▸ **Exercise aim**:
Search the data below for the word "Francisco" and copy each line that holds it.

▸ **Records to use**:
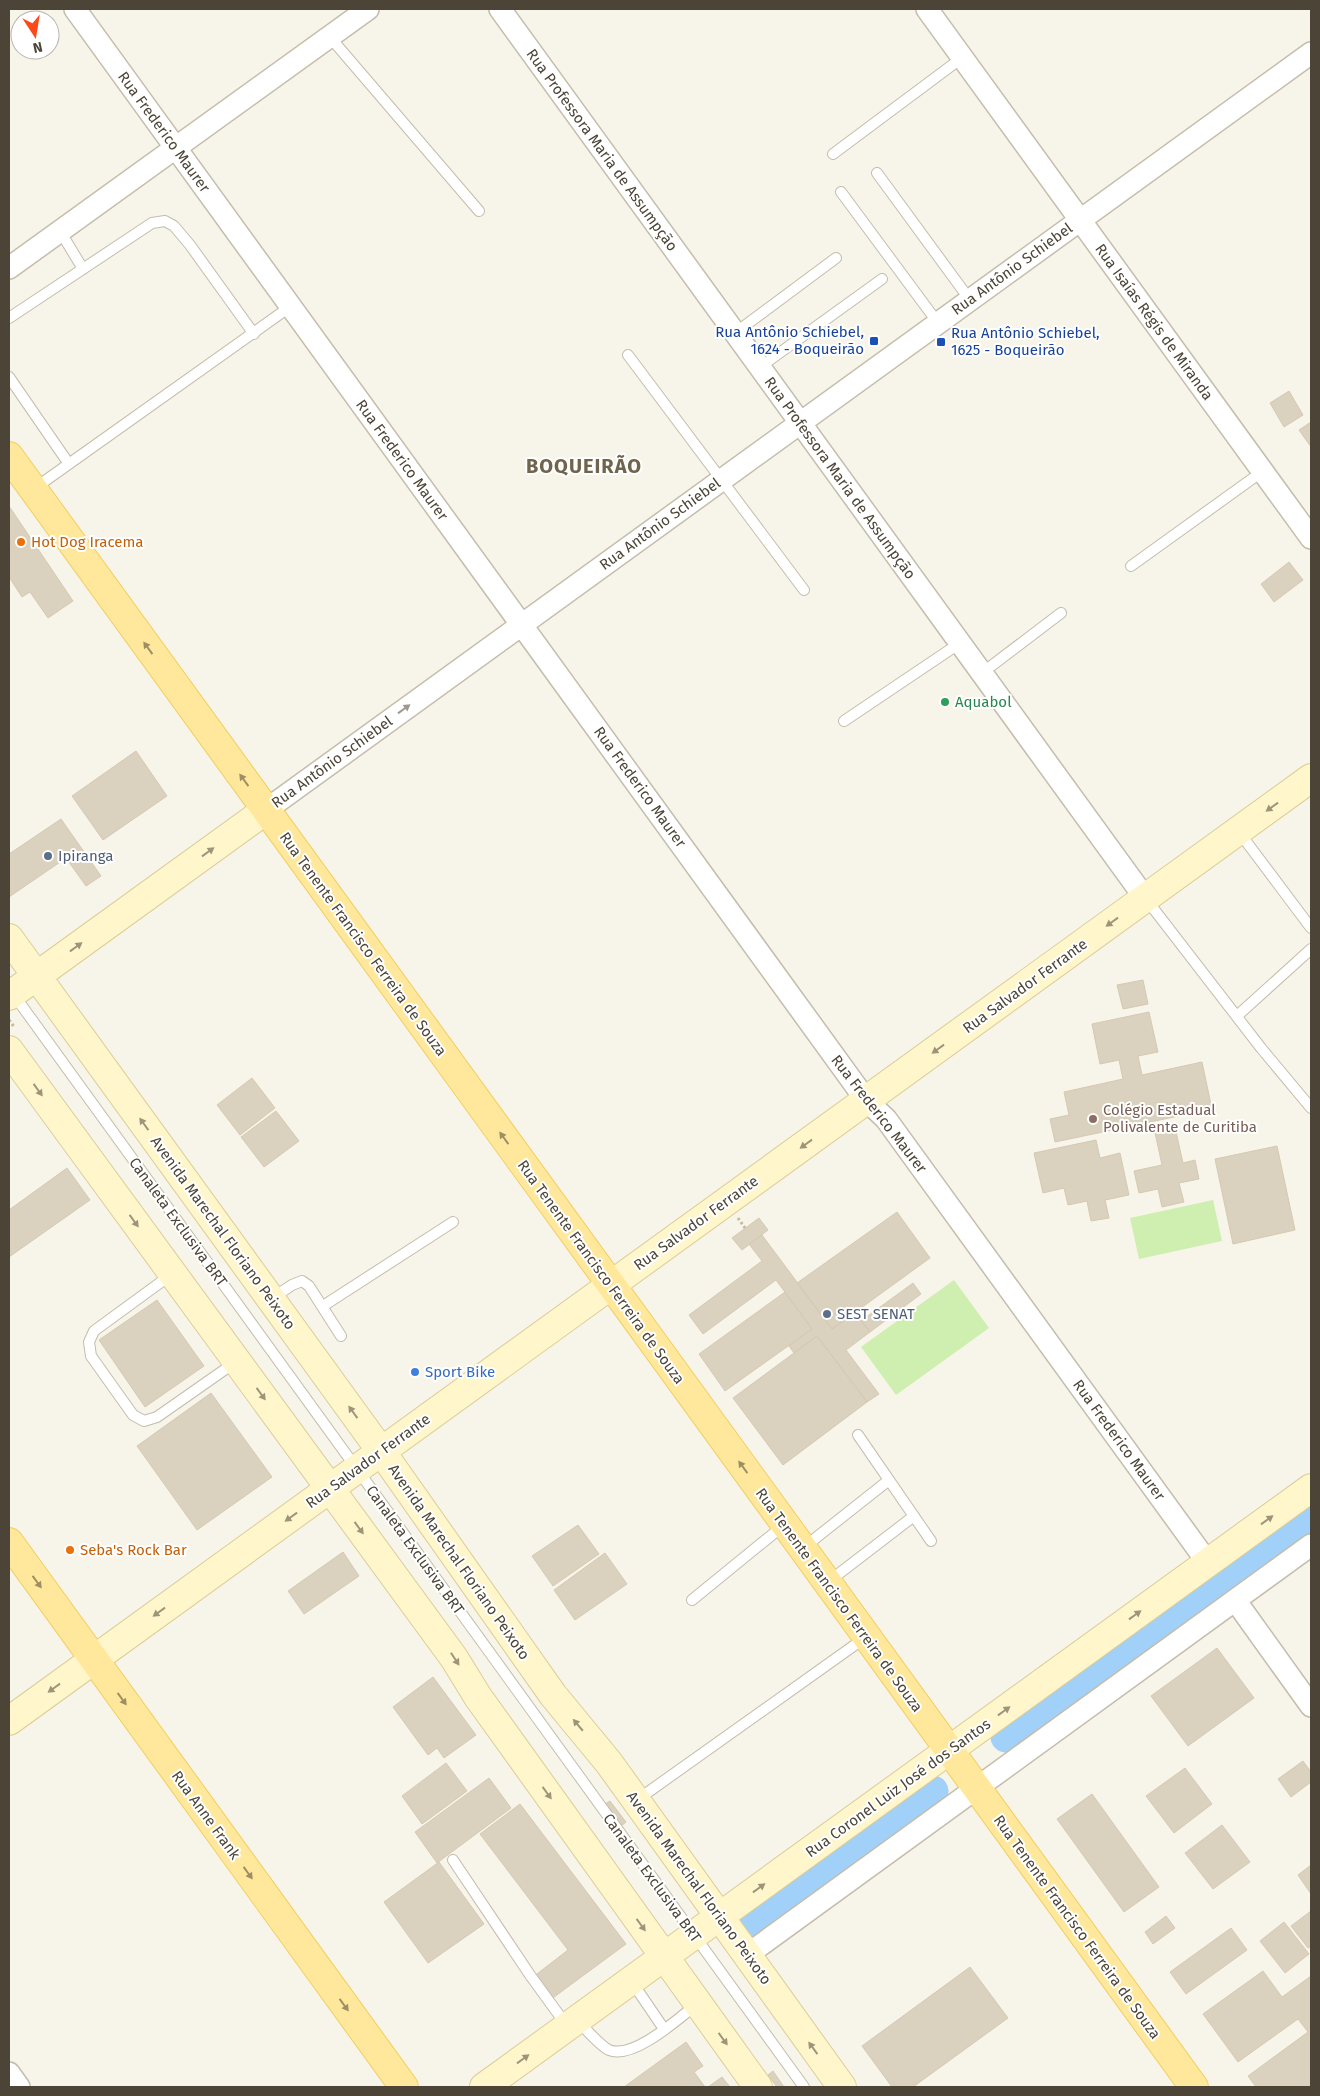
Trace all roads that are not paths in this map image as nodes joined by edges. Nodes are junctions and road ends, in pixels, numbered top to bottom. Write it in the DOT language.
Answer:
graph roads {
  1 [pos="75,9"];
  2 [pos="368,9"];
  3 [pos="500,9"];
  4 [pos="927,9"];
  5 [pos="330,36"];
  6 [pos="1311,53"];
  7 [pos="963,58"];
  8 [pos="176,148"];
  9 [pos="833,154"];
  10 [pos="878,173"];
  11 [pos="841,192"];
  12 [pos="479,211"];
  13 [pos="1080,220"];
  14 [pos="60,232"];
  15 [pos="836,258"];
  16 [pos="9,268"];
  17 [pos="83,269"];
  18 [pos="882,279"];
  19 [pos="970,300"];
  20 [pos="291,306"];
  21 [pos="9,318"];
  22 [pos="938,323"];
  23 [pos="735,333"];
  24 [pos="254,334"];
  25 [pos="628,356"];
  26 [pos="760,367"];
  27 [pos="9,377"];
  28 [pos="800,423"];
  29 [pos="9,456"];
  30 [pos="69,464"];
  31 [pos="1263,471"];
  32 [pos="722,480"];
  33 [pos="33,490"];
  34 [pos="1311,538"];
  35 [pos="1132,566"];
  36 [pos="804,590"];
  37 [pos="1061,613"];
  38 [pos="522,624"];
  39 [pos="960,643"];
  40 [pos="982,673"];
  41 [pos="844,721"];
  42 [pos="1311,778"];
  43 [pos="266,810"];
  44 [pos="1238,831"];
  45 [pos="1145,898"];
  46 [pos="1311,928"];
  47 [pos="9,938"];
  48 [pos="1311,949"];
  49 [pos="37,976"];
  50 [pos="10,992"];
  51 [pos="1236,1016"];
  52 [pos="9,1050"];
  53 [pos="866,1100"];
  54 [pos="1311,1108"];
  55 [pos="454,1222"];
  56 [pos="173,1274"];
  57 [pos="611,1285"];
  58 [pos="271,1299"];
  59 [pos="323,1306"];
  60 [pos="341,1336"];
  61 [pos="237,1361"];
  62 [pos="858,1435"];
  63 [pos="381,1451"];
  64 [pos="356,1469"];
  65 [pos="889,1480"];
  66 [pos="330,1488"];
  67 [pos="1311,1488"];
  68 [pos="914,1516"];
  69 [pos="785,1524"];
  70 [pos="931,1541"];
  71 [pos="9,1542"];
  72 [pos="1311,1545"];
  73 [pos="802,1548"];
  74 [pos="1208,1563"];
  75 [pos="827,1583"];
  76 [pos="692,1600"];
  77 [pos="1235,1600"];
  78 [pos="866,1637"];
  79 [pos="94,1660"];
  80 [pos="1311,1706"];
  81 [pos="9,1721"];
  82 [pos="949,1750"];
  83 [pos="977,1788"];
  84 [pos="636,1801"];
  85 [pos="453,1860"];
  86 [pos="719,1917"];
  87 [pos="694,1936"];
  88 [pos="747,1955"];
  89 [pos="664,1957"];
  90 [pos="631,1981"];
  91 [pos="698,2004"];
  92 [pos="572,2023"];
  93 [pos="664,2029"];
  94 [pos="9,2073"];
  95 [pos="19,2087"];
  96 [pos="404,2087"];
  97 [pos="484,2087"];
  98 [pos="758,2087"];
  99 [pos="804,2087"];
  100 [pos="842,2087"];
  101 [pos="1194,2087"];
  1 -- 8 [label="street, Rua Frederico Maurer"];
  2 -- 5 [label="street"];
  3 -- 23 [label="street, Rua Professora Maria de Assumpção"];
  4 -- 7 [label="street, Rua Isaías Régis de Miranda"];
  5 -- 8 [label="street"];
  5 -- 12 [label="lane"];
  6 -- 13 [label="street, Rua Antônio Schiebel"];
  7 -- 9 [label="lane"];
  7 -- 13 [label="street, Rua Isaías Régis de Miranda"];
  8 -- 14 [label="street"];
  8 -- 20 [label="street, Rua Frederico Maurer"];
  10 -- 19 [label="lane"];
  11 -- 22 [label="lane"];
  13 -- 19 [label="street, Rua Antônio Schiebel"];
  13 -- 31 [label="street, Rua Isaías Régis de Miranda"];
  14 -- 16 [label="street"];
  14 -- 17 [label="lane"];
  15 -- 23 [label="lane"];
  17 -- 21 [label="lane"];
  17 -- 24 [label="lane"];
  18 -- 26 [label="lane"];
  19 -- 22 [label="street, Rua Antônio Schiebel"];
  20 -- 24 [label="lane"];
  20 -- 38 [label="street, Rua Frederico Maurer"];
  22 -- 28 [label="street, Rua Antônio Schiebel"];
  23 -- 26 [label="street, Rua Professora Maria de Assumpção"];
  24 -- 30 [label="lane"];
  25 -- 32 [label="lane"];
  26 -- 28 [label="street, Rua Professora Maria de Assumpção"];
  27 -- 30 [label="lane"];
  28 -- 32 [label="street, Rua Antônio Schiebel"];
  28 -- 39 [label="street, Rua Professora Maria de Assumpção"];
  29 -- 33 [label="main road, Rua Tenente Francisco Ferreira de Souza"];
  30 -- 33 [label="lane"];
  31 -- 34 [label="street, Rua Isaías Régis de Miranda"];
  31 -- 35 [label="lane"];
  32 -- 36 [label="lane"];
  32 -- 38 [label="street, Rua Antônio Schiebel"];
  43 -- 33 [label="main road, Rua Tenente Francisco Ferreira de Souza, one-way"];
  37 -- 40 [label="lane"];
  43 -- 38 [label="street, Rua Antônio Schiebel, one-way"];
  38 -- 53 [label="street, Rua Frederico Maurer"];
  39 -- 40 [label="street, Rua Professora Maria de Assumpção"];
  39 -- 41 [label="lane"];
  40 -- 45 [label="street, Rua Professora Maria de Assumpção"];
  42 -- 44 [label="street, Rua Salvador Ferrante, one-way"];
  49 -- 43 [label="street, Rua Antônio Schiebel, one-way"];
  57 -- 43 [label="main road, Rua Tenente Francisco Ferreira de Souza, one-way"];
  44 -- 45 [label="street, Rua Salvador Ferrante"];
  44 -- 46 [label="lane"];
  45 -- 51 [label="lane"];
  45 -- 53 [label="street, Rua Salvador Ferrante, one-way"];
  47 -- 49 [label="street, Avenida Marechal Floriano Peixoto"];
  48 -- 51 [label="lane"];
  49 -- 50 [label="street, Rua Antônio Schiebel"];
  58 -- 49 [label="street, Avenida Marechal Floriano Peixoto, one-way"];
  50 -- 64 [label="lane, Canaleta Exclusiva BRT"];
  51 -- 54 [label="lane"];
  52 -- 56 [label="street, one-way"];
  53 -- 57 [label="street, Rua Salvador Ferrante, one-way"];
  53 -- 74 [label="street, Rua Frederico Maurer"];
  55 -- 59 [label="lane"];
  56 -- 61 [label="street"];
  56 -- 61 [label="lane"];
  57 -- 63 [label="street, Rua Salvador Ferrante"];
  69 -- 57 [label="main road, Rua Tenente Francisco Ferreira de Souza, one-way"];
  58 -- 59 [label="lane"];
  63 -- 58 [label="street, Avenida Marechal Floriano Peixoto, one-way"];
  59 -- 60 [label="lane"];
  61 -- 66 [label="street, one-way"];
  62 -- 65 [label="lane"];
  63 -- 64 [label="street, Rua Salvador Ferrante"];
  84 -- 63 [label="street, Avenida Marechal Floriano Peixoto, one-way"];
  64 -- 66 [label="street, Rua Salvador Ferrante"];
  64 -- 87 [label="lane, Canaleta Exclusiva BRT"];
  65 -- 68 [label="lane"];
  65 -- 73 [label="lane"];
  66 -- 79 [label="street, Rua Salvador Ferrante, one-way"];
  66 -- 89 [label="street, one-way"];
  74 -- 67 [label="street, Rua Coronel Luiz José dos Santos, one-way"];
  68 -- 70 [label="lane"];
  68 -- 75 [label="lane"];
  69 -- 73 [label="main road, Rua Tenente Francisco Ferreira de Souza"];
  69 -- 76 [label="lane"];
  71 -- 79 [label="main road, Rua Anne Frank, one-way"];
  72 -- 77 [label="street"];
  73 -- 75 [label="main road, Rua Tenente Francisco Ferreira de Souza"];
  82 -- 74 [label="street, Rua Coronel Luiz José dos Santos, one-way"];
  75 -- 78 [label="main road, Rua Tenente Francisco Ferreira de Souza"];
  77 -- 80 [label="street"];
  77 -- 83 [label="street"];
  78 -- 82 [label="main road, Rua Tenente Francisco Ferreira de Souza"];
  78 -- 84 [label="lane"];
  79 -- 81 [label="street, Rua Salvador Ferrante, one-way"];
  79 -- 96 [label="main road, Rua Anne Frank, one-way"];
  82 -- 83 [label="main road, Rua Tenente Francisco Ferreira de Souza"];
  86 -- 82 [label="street, Rua Coronel Luiz José dos Santos, one-way"];
  83 -- 88 [label="street"];
  83 -- 101 [label="main road, Rua Tenente Francisco Ferreira de Souza"];
  84 -- 86 [label="street, Avenida Marechal Floriano Peixoto"];
  85 -- 92 [label="lane"];
  86 -- 87 [label="street, Rua Coronel Luiz José dos Santos"];
  86 -- 88 [label="street, Avenida Marechal Floriano Peixoto"];
  87 -- 89 [label="street, Rua Coronel Luiz José dos Santos"];
  87 -- 99 [label="lane, Canaleta Exclusiva BRT"];
  100 -- 88 [label="street, Avenida Marechal Floriano Peixoto, one-way"];
  89 -- 90 [label="street, Rua Coronel Luiz José dos Santos"];
  89 -- 91 [label="street"];
  90 -- 92 [label="street, Rua Coronel Luiz José dos Santos"];
  90 -- 93 [label="lane"];
  91 -- 93 [label="lane"];
  91 -- 98 [label="street, one-way"];
  92 -- 93 [label="lane"];
  97 -- 92 [label="street, Rua Coronel Luiz José dos Santos, one-way"];
  94 -- 95 [label="street"];
}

▸ **Solution below**:
  29 -- 33 [label="main road, Rua Tenente Francisco Ferreira de Souza"];
  43 -- 33 [label="main road, Rua Tenente Francisco Ferreira de Souza, one-way"];
  57 -- 43 [label="main road, Rua Tenente Francisco Ferreira de Souza, one-way"];
  69 -- 57 [label="main road, Rua Tenente Francisco Ferreira de Souza, one-way"];
  69 -- 73 [label="main road, Rua Tenente Francisco Ferreira de Souza"];
  73 -- 75 [label="main road, Rua Tenente Francisco Ferreira de Souza"];
  75 -- 78 [label="main road, Rua Tenente Francisco Ferreira de Souza"];
  78 -- 82 [label="main road, Rua Tenente Francisco Ferreira de Souza"];
  82 -- 83 [label="main road, Rua Tenente Francisco Ferreira de Souza"];
  83 -- 101 [label="main road, Rua Tenente Francisco Ferreira de Souza"];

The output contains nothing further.